** Opening AVAILABLE DATA block **

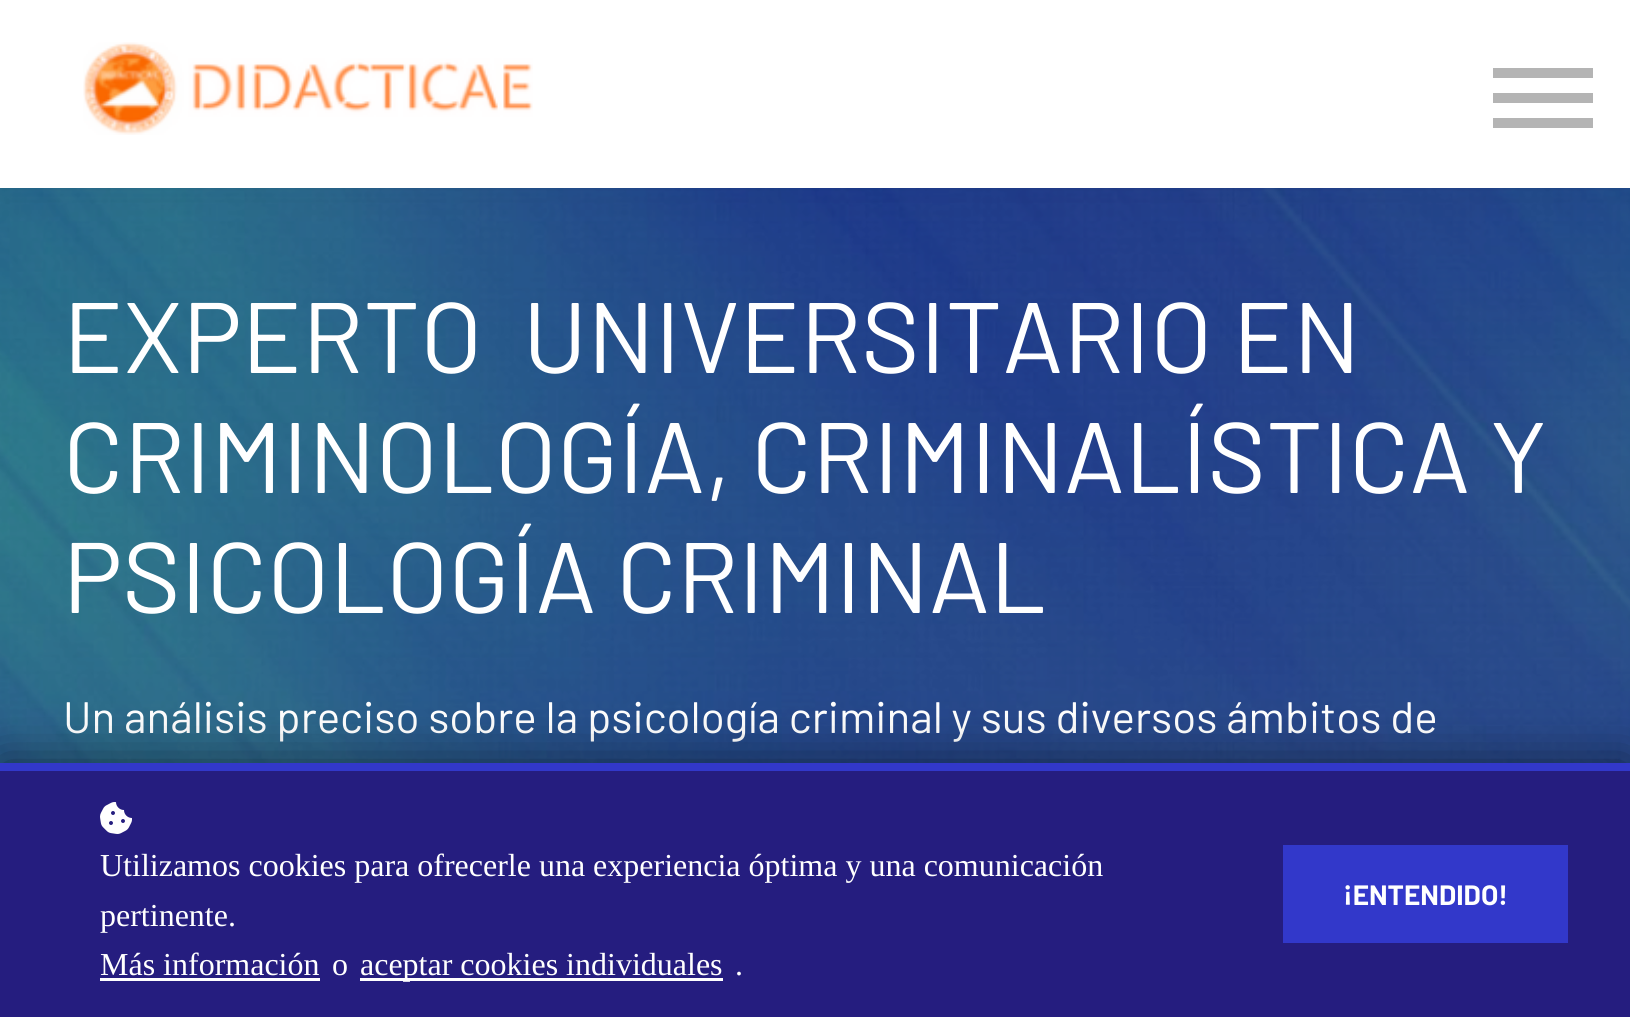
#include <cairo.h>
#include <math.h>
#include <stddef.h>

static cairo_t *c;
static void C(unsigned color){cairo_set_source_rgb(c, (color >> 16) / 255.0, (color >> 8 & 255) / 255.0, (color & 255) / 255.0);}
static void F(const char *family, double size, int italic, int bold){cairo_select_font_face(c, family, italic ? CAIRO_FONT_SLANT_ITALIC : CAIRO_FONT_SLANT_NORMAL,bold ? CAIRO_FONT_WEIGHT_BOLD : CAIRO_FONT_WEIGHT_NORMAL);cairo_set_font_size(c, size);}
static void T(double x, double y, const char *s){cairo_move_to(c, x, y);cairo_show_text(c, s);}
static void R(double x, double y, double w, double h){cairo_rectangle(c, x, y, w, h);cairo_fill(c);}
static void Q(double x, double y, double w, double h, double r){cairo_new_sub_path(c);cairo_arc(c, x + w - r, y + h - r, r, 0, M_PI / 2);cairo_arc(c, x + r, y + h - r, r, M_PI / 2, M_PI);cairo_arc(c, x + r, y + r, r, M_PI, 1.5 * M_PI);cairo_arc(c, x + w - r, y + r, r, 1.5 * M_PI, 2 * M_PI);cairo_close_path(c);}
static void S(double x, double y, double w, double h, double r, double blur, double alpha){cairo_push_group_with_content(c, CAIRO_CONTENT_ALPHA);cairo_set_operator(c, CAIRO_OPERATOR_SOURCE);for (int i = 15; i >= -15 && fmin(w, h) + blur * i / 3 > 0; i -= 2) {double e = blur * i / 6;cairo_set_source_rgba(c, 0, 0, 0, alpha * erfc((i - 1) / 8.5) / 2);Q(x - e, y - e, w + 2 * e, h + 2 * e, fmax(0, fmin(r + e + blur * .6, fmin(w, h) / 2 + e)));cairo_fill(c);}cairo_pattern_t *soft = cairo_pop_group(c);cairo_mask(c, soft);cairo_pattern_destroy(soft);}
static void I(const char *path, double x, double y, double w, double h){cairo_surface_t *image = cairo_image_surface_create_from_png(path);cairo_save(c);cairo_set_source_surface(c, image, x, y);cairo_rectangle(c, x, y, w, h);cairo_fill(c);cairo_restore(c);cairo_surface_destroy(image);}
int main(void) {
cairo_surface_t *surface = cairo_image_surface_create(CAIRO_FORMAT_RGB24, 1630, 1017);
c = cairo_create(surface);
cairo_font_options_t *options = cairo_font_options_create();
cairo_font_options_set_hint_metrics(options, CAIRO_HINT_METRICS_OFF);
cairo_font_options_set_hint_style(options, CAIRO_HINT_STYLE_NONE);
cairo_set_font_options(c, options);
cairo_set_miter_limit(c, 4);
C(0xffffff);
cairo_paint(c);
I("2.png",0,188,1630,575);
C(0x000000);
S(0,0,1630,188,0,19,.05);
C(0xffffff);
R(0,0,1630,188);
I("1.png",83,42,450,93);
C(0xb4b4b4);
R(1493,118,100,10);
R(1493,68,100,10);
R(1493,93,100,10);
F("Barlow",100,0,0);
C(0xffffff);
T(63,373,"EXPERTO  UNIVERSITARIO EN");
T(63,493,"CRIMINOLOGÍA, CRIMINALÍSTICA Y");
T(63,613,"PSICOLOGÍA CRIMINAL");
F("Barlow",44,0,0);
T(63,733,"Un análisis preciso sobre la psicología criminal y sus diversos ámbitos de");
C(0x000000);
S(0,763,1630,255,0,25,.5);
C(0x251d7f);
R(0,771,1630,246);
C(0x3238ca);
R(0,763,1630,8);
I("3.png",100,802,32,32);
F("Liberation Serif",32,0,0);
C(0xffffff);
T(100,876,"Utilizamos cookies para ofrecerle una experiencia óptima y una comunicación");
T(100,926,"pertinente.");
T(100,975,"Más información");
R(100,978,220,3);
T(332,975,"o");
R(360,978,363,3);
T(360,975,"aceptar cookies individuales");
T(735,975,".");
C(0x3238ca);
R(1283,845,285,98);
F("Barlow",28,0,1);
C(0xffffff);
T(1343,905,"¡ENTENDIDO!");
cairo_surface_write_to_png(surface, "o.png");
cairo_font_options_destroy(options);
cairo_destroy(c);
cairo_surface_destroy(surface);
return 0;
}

** Closing AVAILABLE DATA block **
** Opening AVAILABLE DATA block **

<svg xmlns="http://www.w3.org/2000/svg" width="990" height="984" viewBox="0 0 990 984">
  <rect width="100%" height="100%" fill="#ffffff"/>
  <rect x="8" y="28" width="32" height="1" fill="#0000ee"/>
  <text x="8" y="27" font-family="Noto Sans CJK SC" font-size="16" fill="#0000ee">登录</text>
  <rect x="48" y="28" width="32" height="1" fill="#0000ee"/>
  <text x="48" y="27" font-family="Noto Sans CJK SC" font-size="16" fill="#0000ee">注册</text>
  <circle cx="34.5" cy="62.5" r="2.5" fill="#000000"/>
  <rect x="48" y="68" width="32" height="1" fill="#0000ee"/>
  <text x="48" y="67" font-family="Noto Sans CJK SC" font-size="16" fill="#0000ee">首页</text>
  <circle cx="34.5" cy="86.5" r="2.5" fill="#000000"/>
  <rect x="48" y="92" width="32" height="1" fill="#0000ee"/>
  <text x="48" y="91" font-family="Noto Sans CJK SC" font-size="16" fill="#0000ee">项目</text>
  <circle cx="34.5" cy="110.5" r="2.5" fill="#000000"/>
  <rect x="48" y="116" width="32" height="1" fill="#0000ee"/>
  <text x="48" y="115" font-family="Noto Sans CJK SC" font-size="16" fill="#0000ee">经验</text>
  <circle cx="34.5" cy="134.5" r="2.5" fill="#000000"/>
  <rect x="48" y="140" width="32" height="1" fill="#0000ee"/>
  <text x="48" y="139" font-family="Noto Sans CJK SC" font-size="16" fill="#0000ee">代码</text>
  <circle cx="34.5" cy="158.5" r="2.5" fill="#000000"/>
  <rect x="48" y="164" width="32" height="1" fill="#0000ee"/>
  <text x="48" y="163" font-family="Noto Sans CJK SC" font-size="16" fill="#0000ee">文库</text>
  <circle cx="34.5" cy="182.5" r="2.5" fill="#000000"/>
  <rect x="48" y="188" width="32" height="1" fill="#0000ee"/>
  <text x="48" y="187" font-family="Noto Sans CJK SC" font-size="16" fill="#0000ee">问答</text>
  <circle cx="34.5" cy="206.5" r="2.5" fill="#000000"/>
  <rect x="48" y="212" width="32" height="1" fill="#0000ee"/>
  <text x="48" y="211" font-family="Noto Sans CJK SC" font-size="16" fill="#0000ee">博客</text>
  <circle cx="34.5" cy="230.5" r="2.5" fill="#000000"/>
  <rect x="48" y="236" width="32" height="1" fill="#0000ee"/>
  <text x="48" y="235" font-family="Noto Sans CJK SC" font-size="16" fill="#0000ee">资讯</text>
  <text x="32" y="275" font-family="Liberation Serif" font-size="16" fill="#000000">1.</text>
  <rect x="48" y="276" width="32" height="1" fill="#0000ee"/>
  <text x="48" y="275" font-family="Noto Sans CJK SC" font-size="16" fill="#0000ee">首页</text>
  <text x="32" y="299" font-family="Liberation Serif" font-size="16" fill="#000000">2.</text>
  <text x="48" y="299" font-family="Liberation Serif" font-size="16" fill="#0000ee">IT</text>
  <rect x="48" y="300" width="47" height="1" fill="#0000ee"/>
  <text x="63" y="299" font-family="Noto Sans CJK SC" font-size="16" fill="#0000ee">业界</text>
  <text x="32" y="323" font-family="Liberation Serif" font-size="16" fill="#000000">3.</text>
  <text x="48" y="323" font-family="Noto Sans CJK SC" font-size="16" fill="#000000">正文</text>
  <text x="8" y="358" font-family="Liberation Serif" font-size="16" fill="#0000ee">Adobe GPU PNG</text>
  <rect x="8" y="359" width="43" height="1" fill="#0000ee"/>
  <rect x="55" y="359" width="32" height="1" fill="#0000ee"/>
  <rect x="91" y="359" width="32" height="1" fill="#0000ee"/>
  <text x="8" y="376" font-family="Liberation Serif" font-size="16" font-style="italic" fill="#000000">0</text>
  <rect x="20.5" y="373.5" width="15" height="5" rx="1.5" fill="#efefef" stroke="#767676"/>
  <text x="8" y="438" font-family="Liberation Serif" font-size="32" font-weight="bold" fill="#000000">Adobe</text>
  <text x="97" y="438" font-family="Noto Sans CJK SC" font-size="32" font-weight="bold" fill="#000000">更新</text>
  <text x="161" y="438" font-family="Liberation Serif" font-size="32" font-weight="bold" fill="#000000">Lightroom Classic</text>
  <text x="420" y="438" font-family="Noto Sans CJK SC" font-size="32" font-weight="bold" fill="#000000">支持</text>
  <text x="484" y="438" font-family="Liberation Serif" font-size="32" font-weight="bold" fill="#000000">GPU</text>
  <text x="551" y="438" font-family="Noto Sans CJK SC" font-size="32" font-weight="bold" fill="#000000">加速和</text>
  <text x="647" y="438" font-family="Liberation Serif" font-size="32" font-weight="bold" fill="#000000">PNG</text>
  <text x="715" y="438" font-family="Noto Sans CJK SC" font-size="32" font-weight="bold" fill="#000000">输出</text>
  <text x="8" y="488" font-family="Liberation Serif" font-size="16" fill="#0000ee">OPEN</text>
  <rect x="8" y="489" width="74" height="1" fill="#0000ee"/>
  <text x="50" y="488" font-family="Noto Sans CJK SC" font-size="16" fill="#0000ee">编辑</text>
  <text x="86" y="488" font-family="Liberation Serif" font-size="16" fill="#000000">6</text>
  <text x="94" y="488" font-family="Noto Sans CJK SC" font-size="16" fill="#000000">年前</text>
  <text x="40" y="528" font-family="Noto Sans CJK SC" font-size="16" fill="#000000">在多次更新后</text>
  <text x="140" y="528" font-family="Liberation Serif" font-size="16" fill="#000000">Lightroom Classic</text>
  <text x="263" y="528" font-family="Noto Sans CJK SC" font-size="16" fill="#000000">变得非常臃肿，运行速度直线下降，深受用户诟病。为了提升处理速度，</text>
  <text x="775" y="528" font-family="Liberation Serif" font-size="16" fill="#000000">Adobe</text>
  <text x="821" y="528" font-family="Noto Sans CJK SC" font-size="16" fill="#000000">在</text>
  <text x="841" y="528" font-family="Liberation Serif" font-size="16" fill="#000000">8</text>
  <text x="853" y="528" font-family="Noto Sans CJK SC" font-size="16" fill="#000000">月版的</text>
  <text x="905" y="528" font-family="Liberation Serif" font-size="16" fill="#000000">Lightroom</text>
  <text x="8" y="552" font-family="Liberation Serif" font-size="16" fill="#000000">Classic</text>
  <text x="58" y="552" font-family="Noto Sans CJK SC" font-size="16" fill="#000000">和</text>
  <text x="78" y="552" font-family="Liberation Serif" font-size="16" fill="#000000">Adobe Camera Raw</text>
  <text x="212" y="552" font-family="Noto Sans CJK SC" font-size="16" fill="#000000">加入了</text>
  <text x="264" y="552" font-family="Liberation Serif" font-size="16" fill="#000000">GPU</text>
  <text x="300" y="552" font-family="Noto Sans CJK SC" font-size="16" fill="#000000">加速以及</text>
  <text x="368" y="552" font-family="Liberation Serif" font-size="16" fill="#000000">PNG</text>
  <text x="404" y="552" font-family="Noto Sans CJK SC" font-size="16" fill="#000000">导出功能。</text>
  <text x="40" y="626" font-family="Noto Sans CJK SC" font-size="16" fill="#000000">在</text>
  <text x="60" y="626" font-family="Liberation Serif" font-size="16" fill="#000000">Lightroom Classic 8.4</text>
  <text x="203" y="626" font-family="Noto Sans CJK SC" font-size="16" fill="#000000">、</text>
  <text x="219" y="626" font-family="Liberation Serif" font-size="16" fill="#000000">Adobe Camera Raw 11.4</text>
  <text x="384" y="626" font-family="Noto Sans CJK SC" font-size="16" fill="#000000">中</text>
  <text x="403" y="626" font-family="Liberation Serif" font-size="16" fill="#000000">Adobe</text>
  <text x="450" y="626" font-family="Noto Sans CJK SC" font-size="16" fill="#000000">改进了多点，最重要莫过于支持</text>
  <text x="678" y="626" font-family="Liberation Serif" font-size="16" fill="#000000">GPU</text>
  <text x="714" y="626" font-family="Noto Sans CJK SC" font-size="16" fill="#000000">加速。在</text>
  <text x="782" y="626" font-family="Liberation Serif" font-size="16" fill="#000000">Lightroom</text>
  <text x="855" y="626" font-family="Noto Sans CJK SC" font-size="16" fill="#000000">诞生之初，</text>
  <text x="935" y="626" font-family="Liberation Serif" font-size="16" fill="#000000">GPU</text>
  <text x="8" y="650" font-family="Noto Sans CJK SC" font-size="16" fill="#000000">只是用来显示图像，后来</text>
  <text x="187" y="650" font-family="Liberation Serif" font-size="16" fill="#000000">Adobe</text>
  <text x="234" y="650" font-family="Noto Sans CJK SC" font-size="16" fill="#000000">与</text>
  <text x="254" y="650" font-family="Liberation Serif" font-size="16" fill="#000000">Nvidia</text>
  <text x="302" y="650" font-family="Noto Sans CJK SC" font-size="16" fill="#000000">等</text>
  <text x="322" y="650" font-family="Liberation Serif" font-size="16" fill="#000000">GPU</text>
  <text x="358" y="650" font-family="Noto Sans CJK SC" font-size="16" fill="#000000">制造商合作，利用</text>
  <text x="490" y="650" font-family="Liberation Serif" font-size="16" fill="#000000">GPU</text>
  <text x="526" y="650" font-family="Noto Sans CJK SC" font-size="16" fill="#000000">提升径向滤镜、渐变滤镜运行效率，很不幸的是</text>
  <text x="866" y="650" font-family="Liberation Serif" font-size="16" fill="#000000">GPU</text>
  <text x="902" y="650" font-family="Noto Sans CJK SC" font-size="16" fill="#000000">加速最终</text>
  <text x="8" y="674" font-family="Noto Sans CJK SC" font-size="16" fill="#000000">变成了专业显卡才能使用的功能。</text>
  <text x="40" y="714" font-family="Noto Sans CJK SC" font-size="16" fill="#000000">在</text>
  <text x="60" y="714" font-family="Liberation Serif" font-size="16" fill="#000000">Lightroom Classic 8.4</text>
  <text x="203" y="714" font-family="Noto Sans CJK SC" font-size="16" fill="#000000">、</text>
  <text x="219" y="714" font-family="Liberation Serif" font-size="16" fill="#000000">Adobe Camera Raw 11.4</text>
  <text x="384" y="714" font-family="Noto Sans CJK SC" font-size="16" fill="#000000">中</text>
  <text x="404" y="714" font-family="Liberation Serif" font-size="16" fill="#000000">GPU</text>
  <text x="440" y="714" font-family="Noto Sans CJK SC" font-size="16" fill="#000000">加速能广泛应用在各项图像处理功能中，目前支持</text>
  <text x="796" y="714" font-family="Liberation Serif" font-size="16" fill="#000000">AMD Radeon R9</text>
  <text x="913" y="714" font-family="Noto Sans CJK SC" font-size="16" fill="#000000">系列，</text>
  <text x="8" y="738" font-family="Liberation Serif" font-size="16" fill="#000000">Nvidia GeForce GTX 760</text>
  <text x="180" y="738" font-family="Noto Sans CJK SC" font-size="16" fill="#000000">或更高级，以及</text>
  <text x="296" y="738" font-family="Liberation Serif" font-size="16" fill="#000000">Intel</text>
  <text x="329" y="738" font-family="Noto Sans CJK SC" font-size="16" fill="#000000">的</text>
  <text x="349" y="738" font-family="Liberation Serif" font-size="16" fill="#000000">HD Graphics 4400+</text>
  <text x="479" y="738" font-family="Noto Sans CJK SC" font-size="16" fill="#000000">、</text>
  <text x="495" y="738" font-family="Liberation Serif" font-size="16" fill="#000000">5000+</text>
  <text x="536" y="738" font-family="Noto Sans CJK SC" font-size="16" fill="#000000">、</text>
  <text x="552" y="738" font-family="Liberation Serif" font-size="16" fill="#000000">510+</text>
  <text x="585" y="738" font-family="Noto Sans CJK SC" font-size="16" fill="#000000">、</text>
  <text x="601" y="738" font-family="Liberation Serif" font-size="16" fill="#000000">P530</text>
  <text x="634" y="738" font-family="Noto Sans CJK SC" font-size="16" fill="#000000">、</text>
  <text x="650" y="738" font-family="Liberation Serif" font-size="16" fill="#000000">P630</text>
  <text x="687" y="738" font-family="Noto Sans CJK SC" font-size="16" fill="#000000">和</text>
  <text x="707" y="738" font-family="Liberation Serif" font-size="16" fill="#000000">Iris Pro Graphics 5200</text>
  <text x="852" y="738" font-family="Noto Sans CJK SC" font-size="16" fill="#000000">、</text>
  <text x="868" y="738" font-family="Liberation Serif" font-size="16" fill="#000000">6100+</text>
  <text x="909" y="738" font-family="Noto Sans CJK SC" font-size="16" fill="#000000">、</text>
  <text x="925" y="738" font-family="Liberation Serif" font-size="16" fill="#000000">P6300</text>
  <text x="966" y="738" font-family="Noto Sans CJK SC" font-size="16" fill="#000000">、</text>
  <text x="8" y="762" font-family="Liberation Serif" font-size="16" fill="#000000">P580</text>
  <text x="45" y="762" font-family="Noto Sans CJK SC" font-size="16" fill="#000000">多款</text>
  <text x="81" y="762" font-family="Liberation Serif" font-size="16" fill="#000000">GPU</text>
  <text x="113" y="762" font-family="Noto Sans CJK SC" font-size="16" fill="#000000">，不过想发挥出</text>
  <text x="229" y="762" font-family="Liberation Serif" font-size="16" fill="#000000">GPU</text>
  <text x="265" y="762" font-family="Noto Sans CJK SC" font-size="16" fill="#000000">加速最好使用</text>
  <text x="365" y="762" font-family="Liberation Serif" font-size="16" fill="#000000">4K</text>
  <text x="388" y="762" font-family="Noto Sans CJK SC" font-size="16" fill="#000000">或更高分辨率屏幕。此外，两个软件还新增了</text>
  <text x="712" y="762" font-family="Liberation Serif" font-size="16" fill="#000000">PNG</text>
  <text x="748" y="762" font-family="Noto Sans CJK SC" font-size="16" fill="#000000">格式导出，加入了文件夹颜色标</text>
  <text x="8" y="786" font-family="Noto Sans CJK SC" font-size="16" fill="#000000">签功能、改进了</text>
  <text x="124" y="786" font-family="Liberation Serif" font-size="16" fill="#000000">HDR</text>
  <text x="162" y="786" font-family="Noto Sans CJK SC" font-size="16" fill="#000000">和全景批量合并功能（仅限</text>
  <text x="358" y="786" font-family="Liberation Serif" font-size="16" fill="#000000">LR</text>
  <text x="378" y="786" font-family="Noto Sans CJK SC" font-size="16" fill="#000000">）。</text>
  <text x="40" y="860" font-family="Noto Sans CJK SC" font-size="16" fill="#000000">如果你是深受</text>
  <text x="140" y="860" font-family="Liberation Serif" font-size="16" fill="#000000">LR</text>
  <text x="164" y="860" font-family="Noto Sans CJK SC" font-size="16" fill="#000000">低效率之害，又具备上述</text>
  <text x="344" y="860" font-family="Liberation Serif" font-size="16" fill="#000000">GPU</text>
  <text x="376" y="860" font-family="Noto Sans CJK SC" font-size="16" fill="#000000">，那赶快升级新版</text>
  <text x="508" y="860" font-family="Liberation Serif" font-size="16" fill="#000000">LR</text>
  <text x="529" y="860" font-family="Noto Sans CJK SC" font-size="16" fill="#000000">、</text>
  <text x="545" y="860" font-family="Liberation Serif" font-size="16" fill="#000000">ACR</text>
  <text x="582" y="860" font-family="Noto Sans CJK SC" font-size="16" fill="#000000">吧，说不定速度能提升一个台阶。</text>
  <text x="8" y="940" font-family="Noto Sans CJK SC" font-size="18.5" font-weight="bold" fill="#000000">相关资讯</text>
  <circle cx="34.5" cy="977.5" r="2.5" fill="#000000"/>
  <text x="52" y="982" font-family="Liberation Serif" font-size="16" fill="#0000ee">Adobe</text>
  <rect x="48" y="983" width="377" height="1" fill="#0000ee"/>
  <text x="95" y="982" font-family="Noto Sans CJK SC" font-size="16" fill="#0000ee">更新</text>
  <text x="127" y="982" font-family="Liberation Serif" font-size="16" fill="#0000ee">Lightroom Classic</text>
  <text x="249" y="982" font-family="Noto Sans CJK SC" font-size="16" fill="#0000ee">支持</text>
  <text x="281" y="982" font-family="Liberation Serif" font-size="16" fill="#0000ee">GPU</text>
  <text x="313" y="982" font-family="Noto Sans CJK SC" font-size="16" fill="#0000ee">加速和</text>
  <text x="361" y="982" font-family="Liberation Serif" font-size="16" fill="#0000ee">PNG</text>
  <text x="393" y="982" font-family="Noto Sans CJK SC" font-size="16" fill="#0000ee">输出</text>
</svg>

** Closing AVAILABLE DATA block **

*TASK TO CARRY OUT*
Lines in the listing above that contain the word "char" must be copied; leave out the rest.

*REPLY TO THE EXERCISE*
static void F(const char *family, double size, int italic, int bold){cairo_select_font_face(c, family, italic ? CAIRO_FONT_SLANT_ITALIC : CAIRO_FONT_SLANT_NORMAL,bold ? CAIRO_FONT_WEIGHT_BOLD : CAIRO_FONT_WEIGHT_NORMAL);cairo_set_font_size(c, size);}
static void T(double x, double y, const char *s){cairo_move_to(c, x, y);cairo_show_text(c, s);}
static void I(const char *path, double x, double y, double w, double h){cairo_surface_t *image = cairo_image_surface_create_from_png(path);cairo_save(c);cairo_set_source_surface(c, image, x, y);cairo_rectangle(c, x, y, w, h);cairo_fill(c);cairo_restore(c);cairo_surface_destroy(image);}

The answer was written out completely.